Coming to the genesis of nationalism in the name of religion, it was the reaction of declining classes’, landlords and Kings, to the changing scenario, where through Industrialization, communication and modern education, India was emerging as a secular democratic nation Different groups, Madras Mahajan Sabha, Pune Sarvjakik Sabha, Bombay Association, representing the emerging classes and newer social changes started coming up and as they formed the political organization Indian National Congress in 1885. In response to this declining classes became very uncomfortable with the changes which were the root of equality. The feudal classes, Landlords-Kings of both religions were deeply shaken as the system of birth based hierarchy, on which they were presiding, started crumbling.

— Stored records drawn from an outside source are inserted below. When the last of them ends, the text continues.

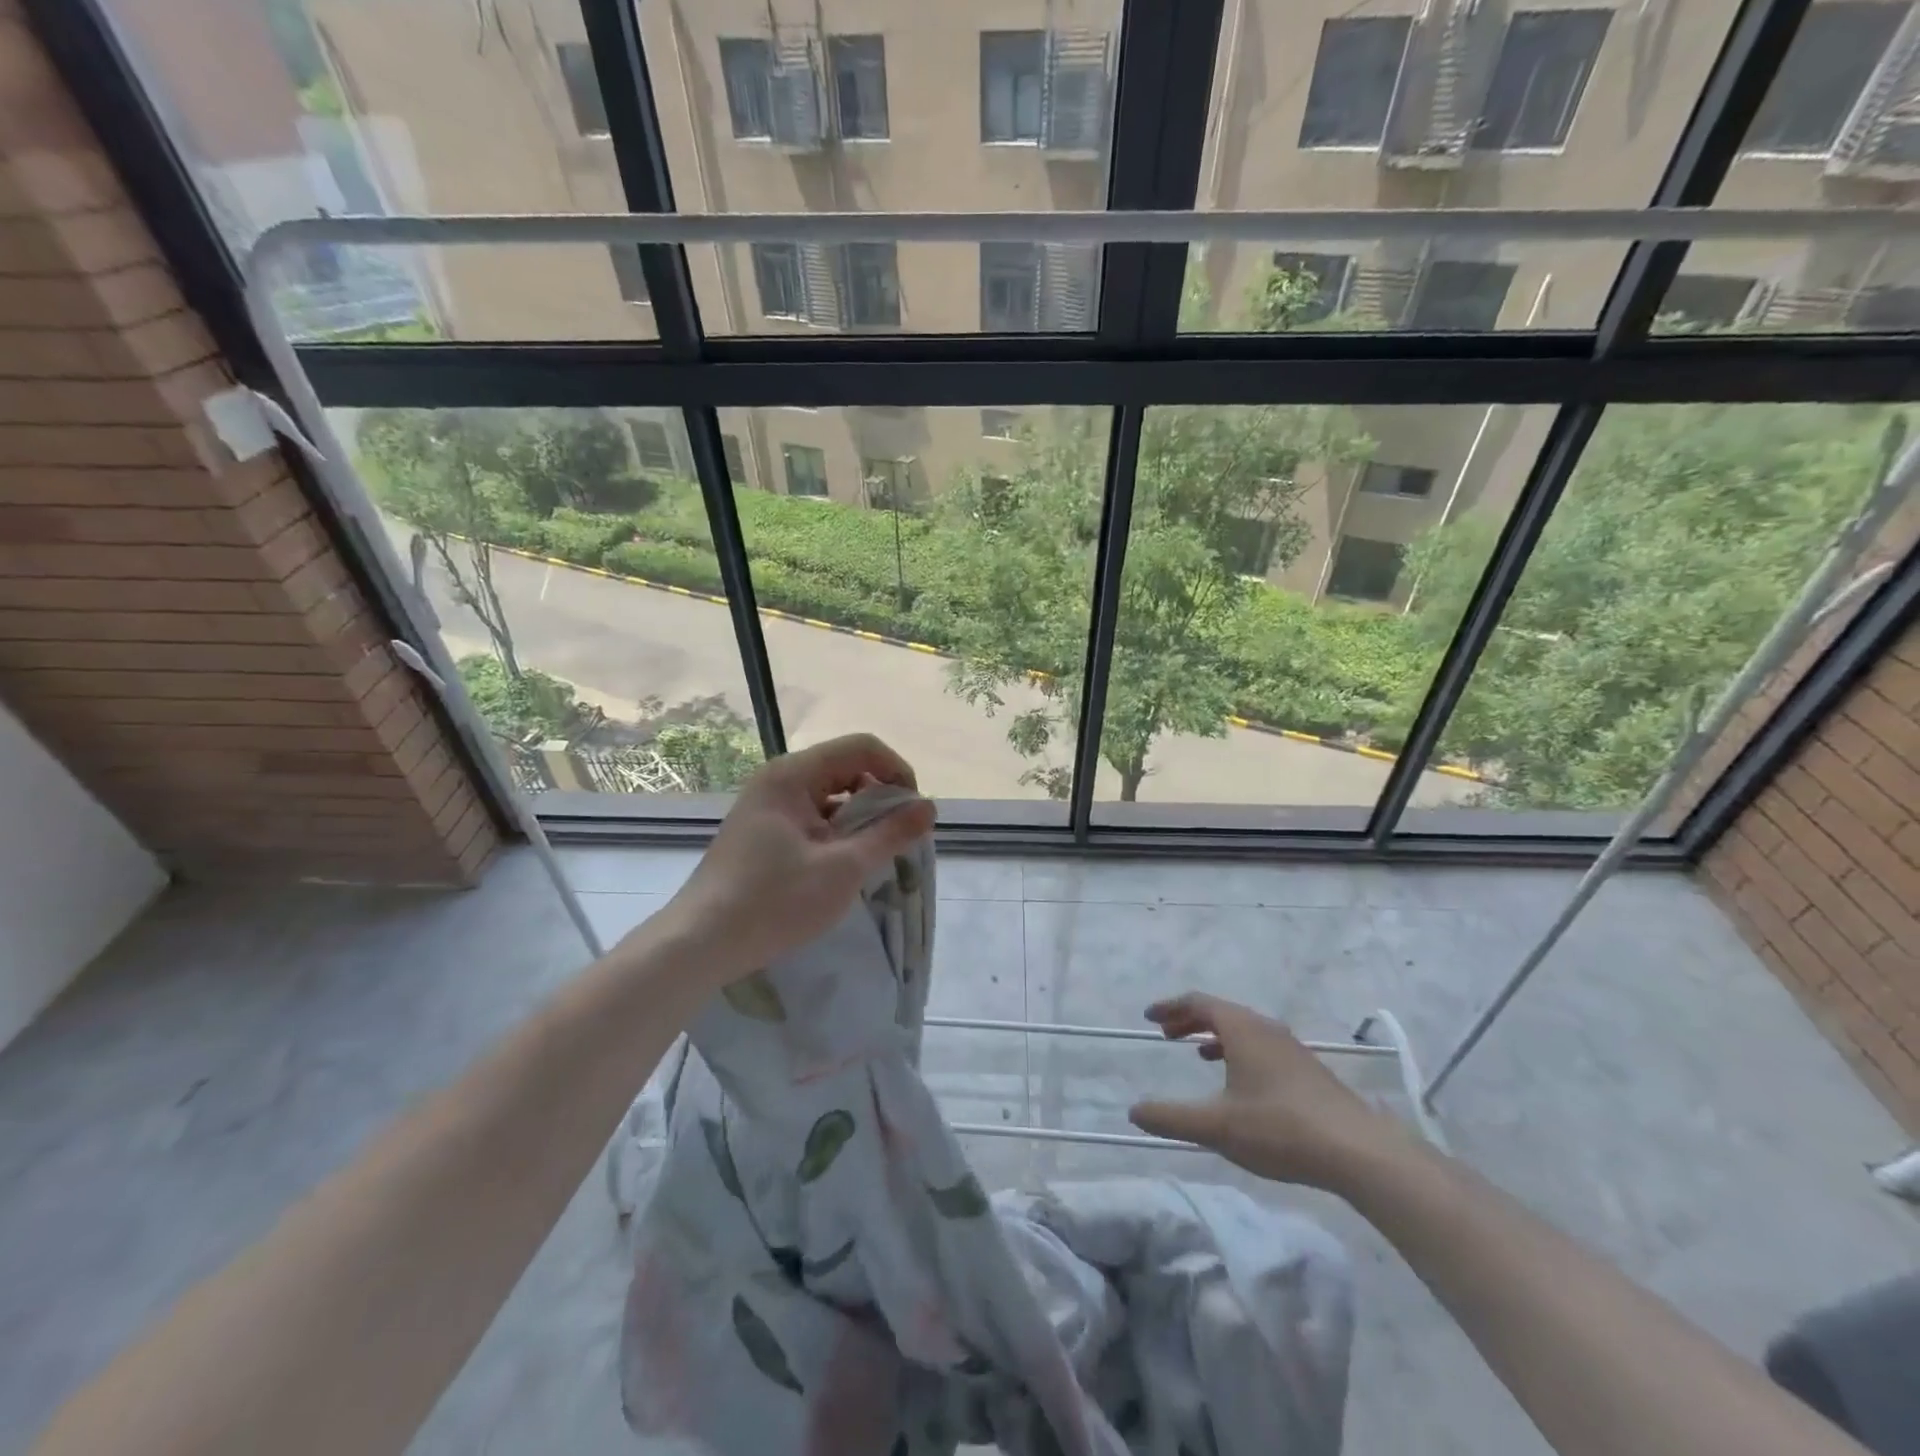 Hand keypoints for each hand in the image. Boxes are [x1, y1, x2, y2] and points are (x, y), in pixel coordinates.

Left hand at [650, 734, 934, 985]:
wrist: (700, 943)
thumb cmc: (774, 902)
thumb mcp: (843, 869)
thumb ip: (890, 834)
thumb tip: (929, 808)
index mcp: (793, 774)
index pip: (862, 747)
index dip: (897, 772)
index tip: (914, 813)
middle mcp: (779, 779)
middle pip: (846, 767)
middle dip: (881, 797)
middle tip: (899, 838)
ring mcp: (768, 804)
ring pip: (831, 794)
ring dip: (860, 817)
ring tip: (875, 855)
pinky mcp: (763, 830)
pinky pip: (813, 815)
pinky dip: (837, 832)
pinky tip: (844, 864)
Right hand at [1128, 993, 1406, 1190]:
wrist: (1359, 1152)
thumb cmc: (1280, 1129)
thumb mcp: (1216, 1127)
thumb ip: (1171, 1118)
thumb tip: (1134, 1111)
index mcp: (1242, 1029)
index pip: (1198, 1002)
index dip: (1170, 1007)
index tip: (1149, 1017)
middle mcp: (1266, 1029)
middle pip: (1221, 1012)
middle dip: (1190, 1019)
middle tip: (1166, 1033)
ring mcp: (1291, 1048)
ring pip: (1244, 1029)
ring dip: (1215, 1035)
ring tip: (1198, 1052)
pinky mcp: (1308, 1071)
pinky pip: (1261, 1045)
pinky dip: (1238, 1050)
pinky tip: (1240, 1082)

At this point of time the Muslim section started saying that Islam is in danger and Hindu sections presented as if Hindu religion is in danger. As Indian National organizations and parallel activities of education for dalits and women started picking up, the feudal classes saw it as an assault on the religiously ordained inequality. While these organizations initially had the participation of landlord-kings, later they succeeded in winning over other elite and still later sections of average people. This is the foundation of religious nationalism-Muslim and Hindu. So on one hand we had Indian nationalism, which can broadly be identified with Gandhi, Ambedkar and Bhagat Singh, on the other Muslim League formed in 1906, Hindu Mahasabha in 1915 and RSS in 1925. The latter group harped on ancient glorious past while the India nationalist stream saw the need for struggle against the prevalent inequality.

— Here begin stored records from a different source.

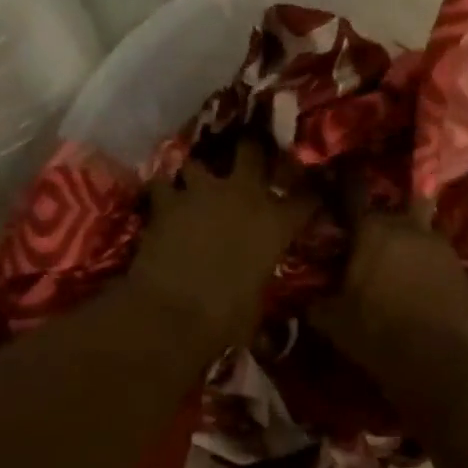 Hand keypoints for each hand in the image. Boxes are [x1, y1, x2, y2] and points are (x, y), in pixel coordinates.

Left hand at [127, 142, 314, 346]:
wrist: (172, 313)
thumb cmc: (227, 318)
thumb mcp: (258, 301)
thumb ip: (261, 276)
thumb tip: (256, 279)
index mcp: (276, 223)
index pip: (306, 198)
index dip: (308, 195)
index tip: (309, 195)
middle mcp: (244, 195)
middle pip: (252, 151)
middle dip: (250, 150)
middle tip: (248, 155)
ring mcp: (203, 192)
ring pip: (198, 163)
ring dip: (197, 173)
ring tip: (193, 183)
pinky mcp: (166, 201)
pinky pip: (161, 184)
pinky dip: (161, 192)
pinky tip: (159, 201)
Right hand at [308, 201, 467, 420]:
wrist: (434, 361)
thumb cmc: (374, 332)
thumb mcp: (332, 320)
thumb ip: (316, 302)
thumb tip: (306, 299)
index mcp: (372, 230)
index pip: (354, 195)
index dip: (345, 189)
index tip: (339, 187)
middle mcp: (408, 227)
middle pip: (396, 207)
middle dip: (384, 219)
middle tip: (372, 239)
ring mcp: (440, 246)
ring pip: (422, 229)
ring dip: (410, 240)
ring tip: (400, 263)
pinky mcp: (462, 268)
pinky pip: (439, 257)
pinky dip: (429, 265)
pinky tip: (421, 286) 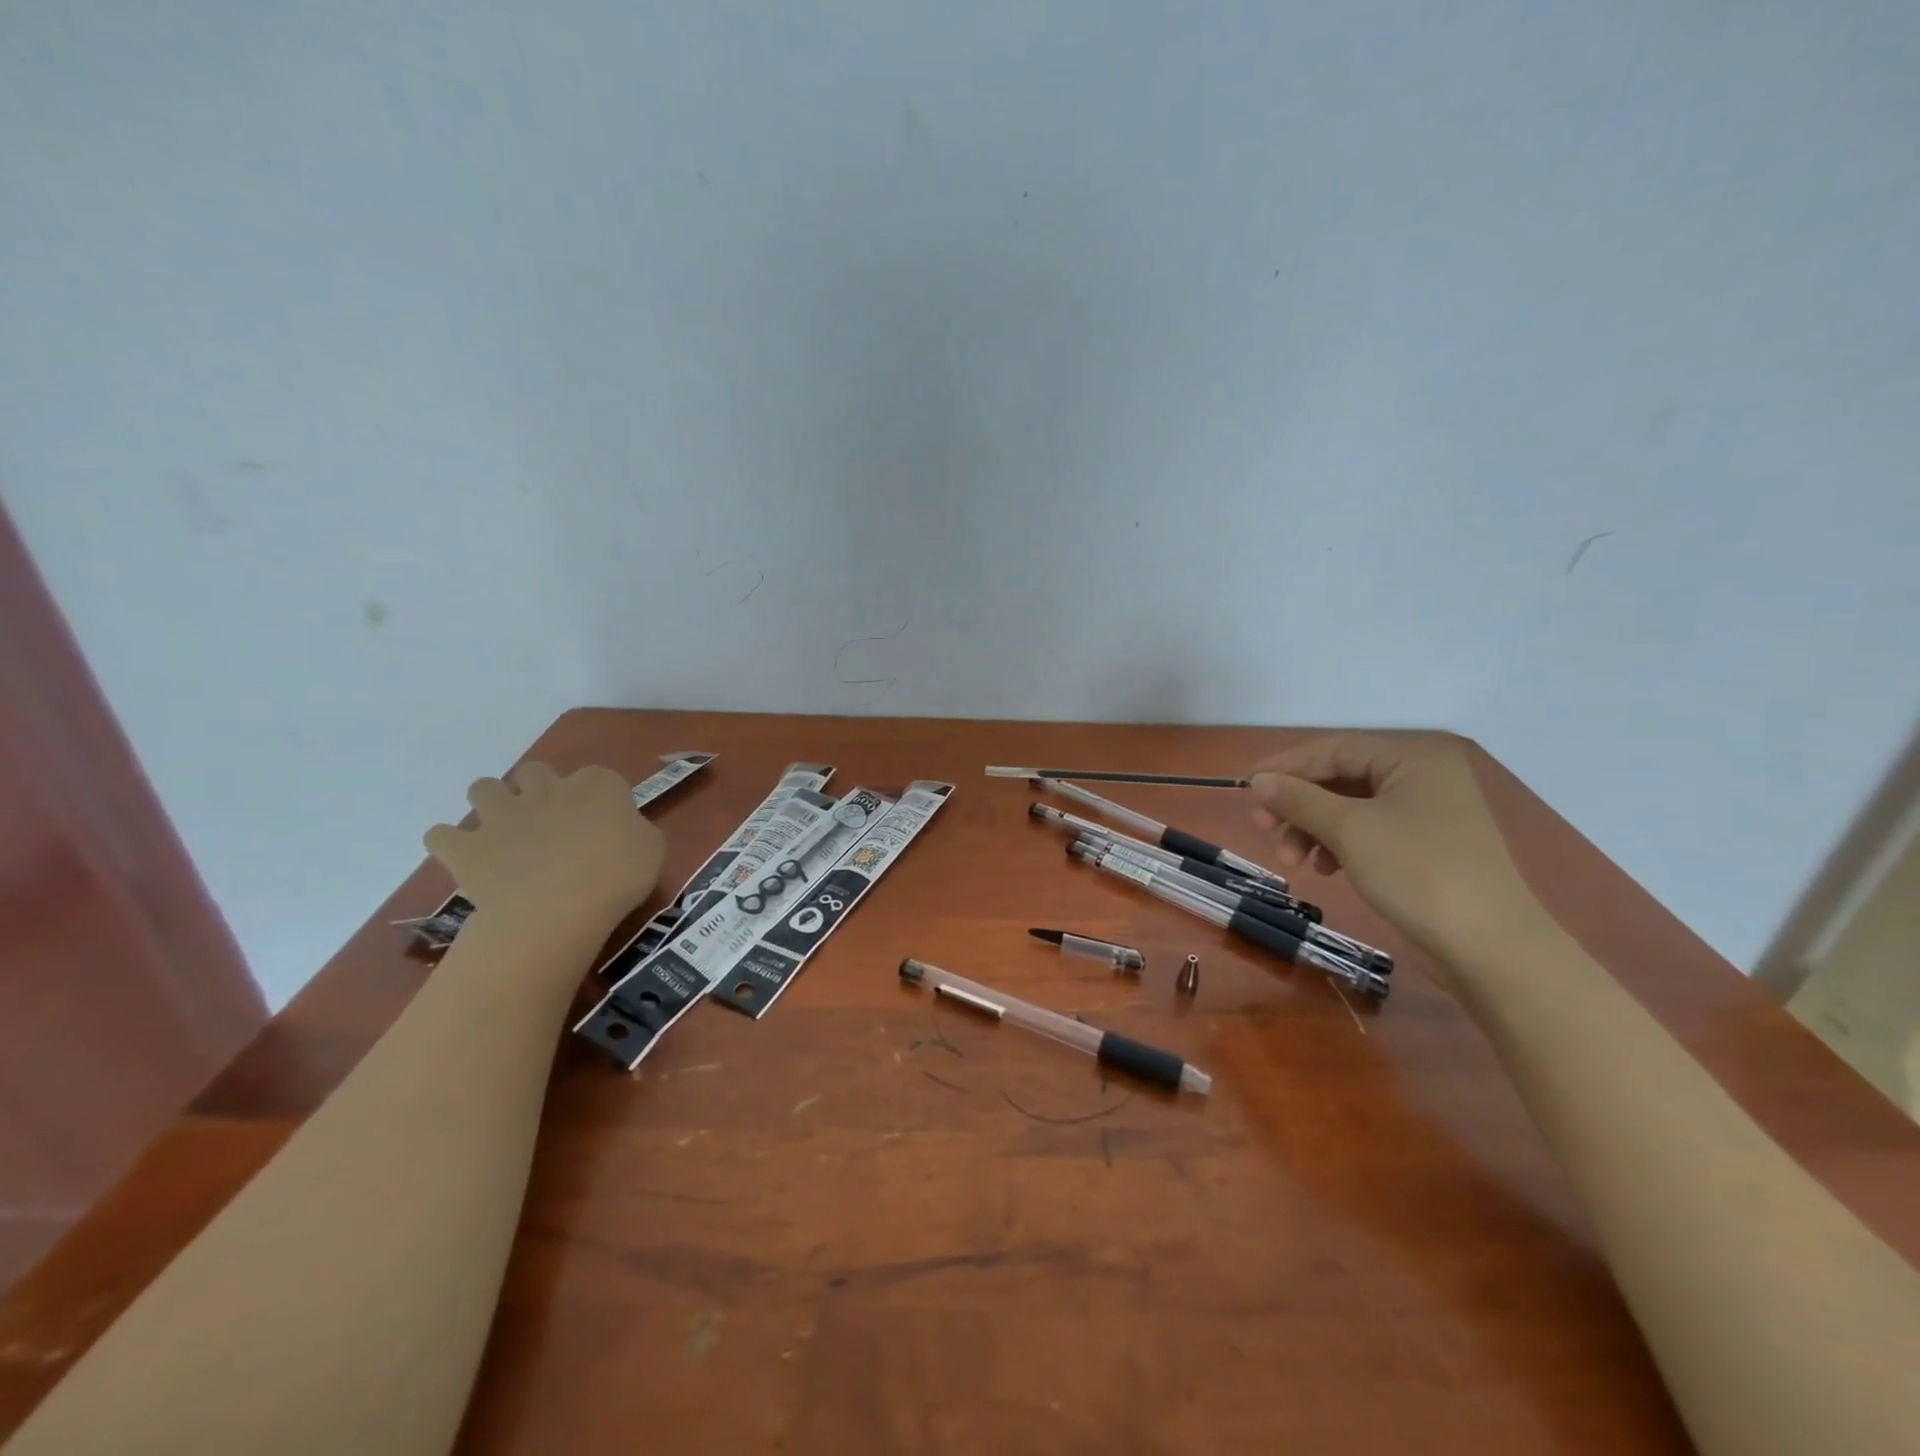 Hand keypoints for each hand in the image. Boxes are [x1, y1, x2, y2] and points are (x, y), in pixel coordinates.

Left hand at [425, 762, 666, 935]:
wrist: (558, 909)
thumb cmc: (618, 876)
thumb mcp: (652, 848)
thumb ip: (635, 829)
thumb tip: (622, 829)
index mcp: (597, 785)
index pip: (599, 777)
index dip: (599, 798)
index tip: (604, 823)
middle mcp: (546, 789)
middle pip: (533, 771)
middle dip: (536, 789)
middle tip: (549, 822)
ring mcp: (501, 815)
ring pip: (482, 788)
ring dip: (491, 804)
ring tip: (504, 833)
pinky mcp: (466, 847)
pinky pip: (440, 835)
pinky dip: (449, 842)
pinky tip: (465, 857)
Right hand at [1248, 732, 1541, 972]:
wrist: (1489, 946)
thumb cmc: (1417, 871)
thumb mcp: (1349, 830)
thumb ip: (1299, 799)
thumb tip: (1258, 781)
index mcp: (1413, 759)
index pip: (1335, 749)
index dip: (1287, 766)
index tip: (1246, 786)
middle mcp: (1422, 778)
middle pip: (1340, 780)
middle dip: (1298, 805)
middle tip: (1263, 828)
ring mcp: (1427, 814)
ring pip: (1350, 809)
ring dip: (1312, 829)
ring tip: (1291, 859)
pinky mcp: (1425, 848)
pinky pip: (1368, 833)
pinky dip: (1338, 846)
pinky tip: (1323, 869)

The articulation of religious nationalism comes with Savarkar, who saw Hindus and Muslims as two opponents, and Muslim League which saw that Hindu majority will not let them have equal rights. Hindu nationalists spread hatred against Muslims and Muslim nationalists, forming the base of intense communal violence in times to come.
It was the gravity of communal violence which forced Congress to gradually accept the Mountbatten’s (March 1947) proposal of partitioning the country. Congress in its resolution accepting the partition stated that though it opposes the ‘Two Nation theory’ (of Savrakar, Jinnah, Golwalkar-Muslim League, Hindu Mahasabha and RSS), in the given circumstances it seems to be lesser evil than the communal venom which is engulfing the nation. Here again VP Menon, the architect of the Partition Plan, points out that Patel 'accepted the division of India in December 1946, while Nehru would only acquiesce six months later'."
Maulana Azad and Gandhi, did not accept the idea at all, but in the face of the rising communal tide, they had to keep quiet about it. In Amit Shah-RSS narrative Congress is blamed as Congress, leading the freedom movement, never accepted the idea of religion as the basis of nation.